◆ What is being asked ◆
Scan the entries below for the word "bottom". Copy each line that has it.

(Beginning of Records shown)

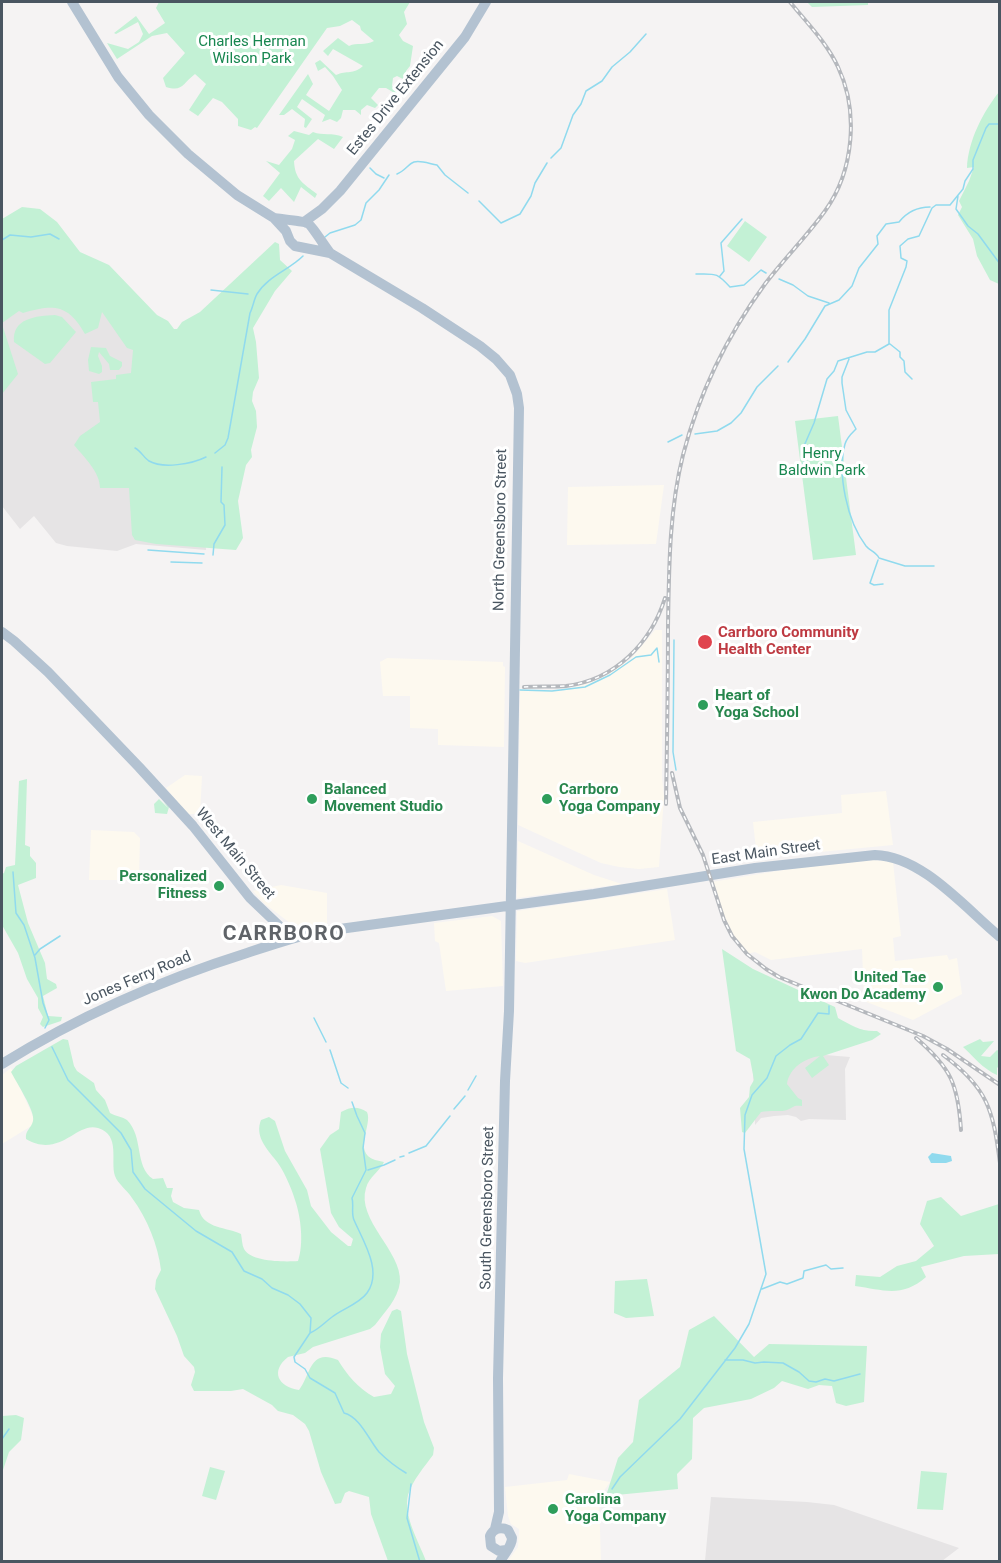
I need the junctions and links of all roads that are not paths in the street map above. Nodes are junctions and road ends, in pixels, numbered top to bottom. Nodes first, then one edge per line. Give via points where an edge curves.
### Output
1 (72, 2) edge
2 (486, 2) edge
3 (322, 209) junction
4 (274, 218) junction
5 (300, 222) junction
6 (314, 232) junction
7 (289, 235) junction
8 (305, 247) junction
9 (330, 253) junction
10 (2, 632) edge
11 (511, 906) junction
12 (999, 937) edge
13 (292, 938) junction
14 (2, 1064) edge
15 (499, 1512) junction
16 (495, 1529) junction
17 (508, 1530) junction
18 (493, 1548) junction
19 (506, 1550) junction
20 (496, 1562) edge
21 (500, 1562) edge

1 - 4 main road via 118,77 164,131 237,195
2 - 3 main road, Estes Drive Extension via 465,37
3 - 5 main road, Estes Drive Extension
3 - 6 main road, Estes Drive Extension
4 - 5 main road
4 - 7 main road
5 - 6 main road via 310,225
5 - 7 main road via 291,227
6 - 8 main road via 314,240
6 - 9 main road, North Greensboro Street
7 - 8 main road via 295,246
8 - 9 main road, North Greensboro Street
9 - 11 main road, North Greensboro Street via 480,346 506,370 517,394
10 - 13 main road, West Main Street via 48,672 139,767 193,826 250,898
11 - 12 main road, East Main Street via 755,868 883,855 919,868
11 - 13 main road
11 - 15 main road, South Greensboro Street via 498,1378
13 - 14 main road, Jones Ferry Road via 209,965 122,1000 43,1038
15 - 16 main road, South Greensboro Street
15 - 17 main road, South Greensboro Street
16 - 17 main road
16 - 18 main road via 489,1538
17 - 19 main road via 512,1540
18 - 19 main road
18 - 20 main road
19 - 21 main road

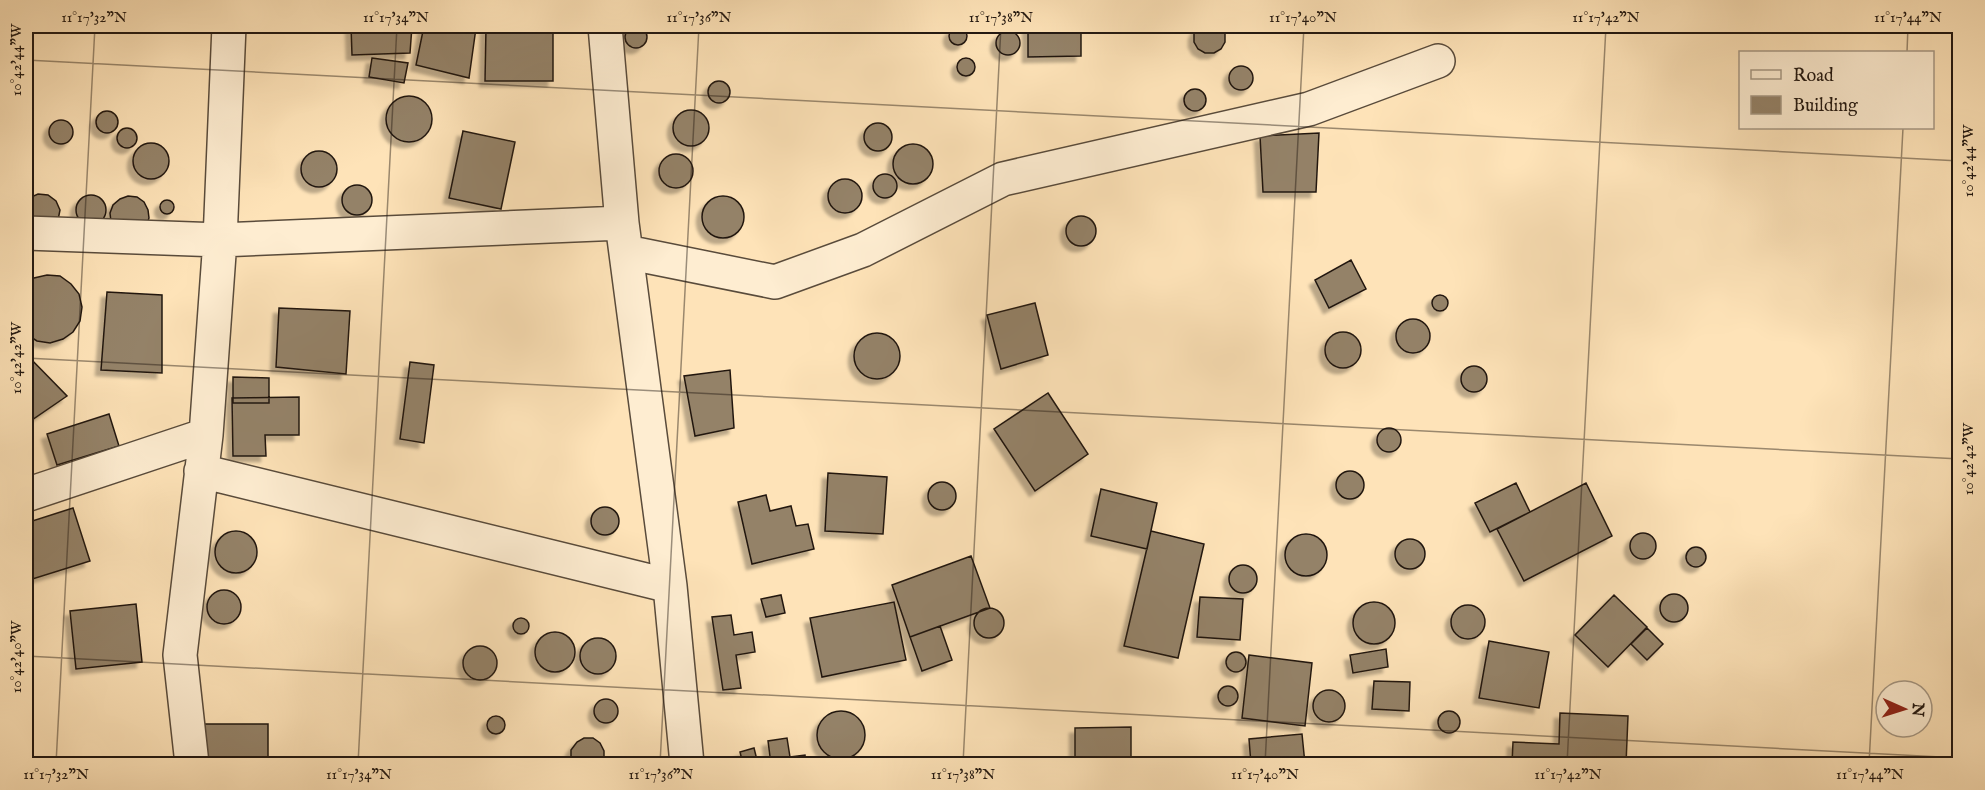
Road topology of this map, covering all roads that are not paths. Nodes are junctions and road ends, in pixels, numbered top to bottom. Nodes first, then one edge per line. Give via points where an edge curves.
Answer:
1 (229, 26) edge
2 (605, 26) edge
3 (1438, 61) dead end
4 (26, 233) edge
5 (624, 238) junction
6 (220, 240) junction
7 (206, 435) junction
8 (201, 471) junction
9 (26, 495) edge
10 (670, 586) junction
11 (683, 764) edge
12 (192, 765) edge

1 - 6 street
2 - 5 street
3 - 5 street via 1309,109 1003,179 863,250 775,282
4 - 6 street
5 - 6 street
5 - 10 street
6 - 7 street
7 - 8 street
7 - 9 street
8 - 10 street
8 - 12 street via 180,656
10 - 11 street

(End of Records shown)
(Beginning of Records shown)

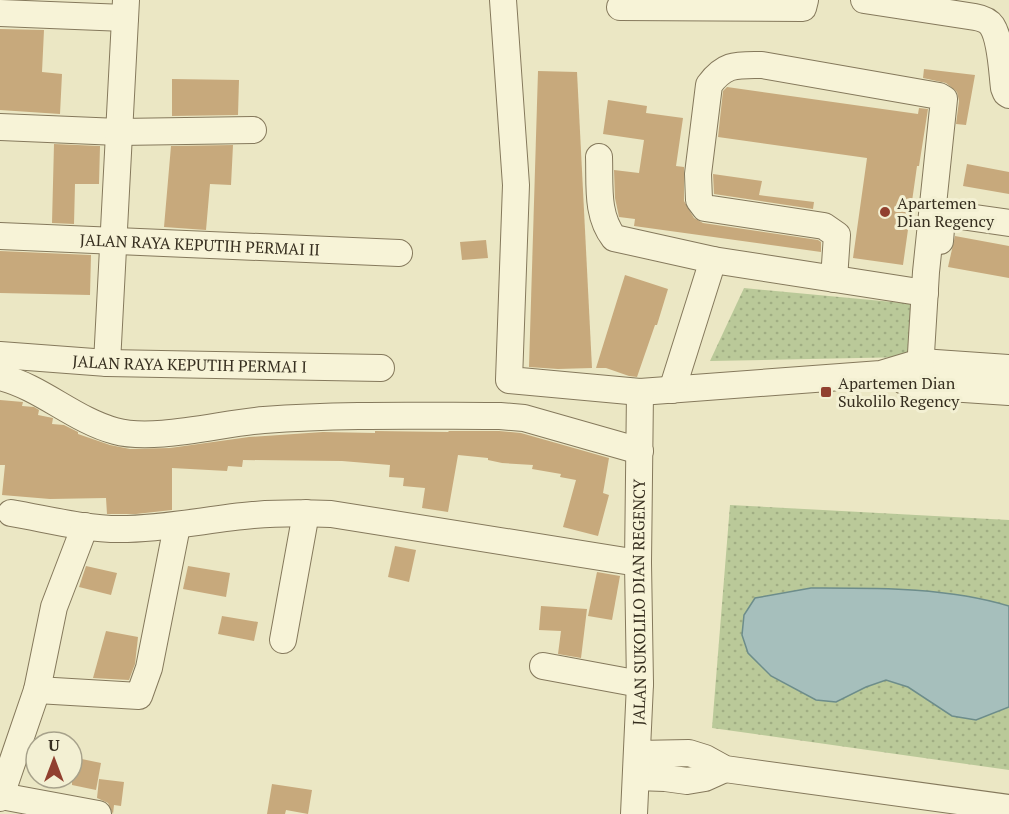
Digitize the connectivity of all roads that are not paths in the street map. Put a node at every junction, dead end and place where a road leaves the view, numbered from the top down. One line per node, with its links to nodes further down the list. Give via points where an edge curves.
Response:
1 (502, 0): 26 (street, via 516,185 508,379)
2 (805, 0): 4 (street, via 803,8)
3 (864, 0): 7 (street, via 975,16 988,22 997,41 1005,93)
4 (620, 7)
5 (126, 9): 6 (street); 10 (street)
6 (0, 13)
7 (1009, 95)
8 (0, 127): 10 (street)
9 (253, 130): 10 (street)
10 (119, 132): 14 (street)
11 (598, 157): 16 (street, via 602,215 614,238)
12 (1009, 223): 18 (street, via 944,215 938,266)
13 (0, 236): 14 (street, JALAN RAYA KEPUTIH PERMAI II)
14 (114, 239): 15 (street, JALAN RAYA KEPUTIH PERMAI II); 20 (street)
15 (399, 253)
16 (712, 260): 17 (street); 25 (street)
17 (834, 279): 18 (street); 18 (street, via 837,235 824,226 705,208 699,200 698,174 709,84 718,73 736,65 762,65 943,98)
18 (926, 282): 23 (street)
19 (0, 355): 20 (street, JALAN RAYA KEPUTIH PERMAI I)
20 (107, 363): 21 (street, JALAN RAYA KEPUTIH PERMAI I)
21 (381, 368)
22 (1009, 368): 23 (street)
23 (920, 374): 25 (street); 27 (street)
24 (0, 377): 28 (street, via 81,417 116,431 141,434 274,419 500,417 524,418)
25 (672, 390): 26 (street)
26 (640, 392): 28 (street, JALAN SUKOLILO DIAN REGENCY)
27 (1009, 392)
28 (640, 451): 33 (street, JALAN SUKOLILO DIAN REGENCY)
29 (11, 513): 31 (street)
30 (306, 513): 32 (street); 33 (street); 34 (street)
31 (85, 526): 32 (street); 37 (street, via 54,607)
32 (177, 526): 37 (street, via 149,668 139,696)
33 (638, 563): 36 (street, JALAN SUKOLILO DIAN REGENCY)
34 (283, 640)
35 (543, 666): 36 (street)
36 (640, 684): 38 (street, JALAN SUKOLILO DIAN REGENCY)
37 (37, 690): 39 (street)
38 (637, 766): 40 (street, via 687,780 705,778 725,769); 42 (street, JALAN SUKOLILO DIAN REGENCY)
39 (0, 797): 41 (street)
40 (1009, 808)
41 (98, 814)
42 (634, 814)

(End of Records shown)

◆ Answer box ◆
I need the junctions and links of all roads that are not paths in the street map above. Nodes are junctions and road ends, in pixels, numbered top to bottom. Nodes first, then one edge per line. Give via points where an edge curves.
Road topology of this map, covering all roads that are not paths. Nodes are junctions and road ends, in pixels, numbered top to bottom. Nodes first, then one edge per line. Give via points where an edge curves.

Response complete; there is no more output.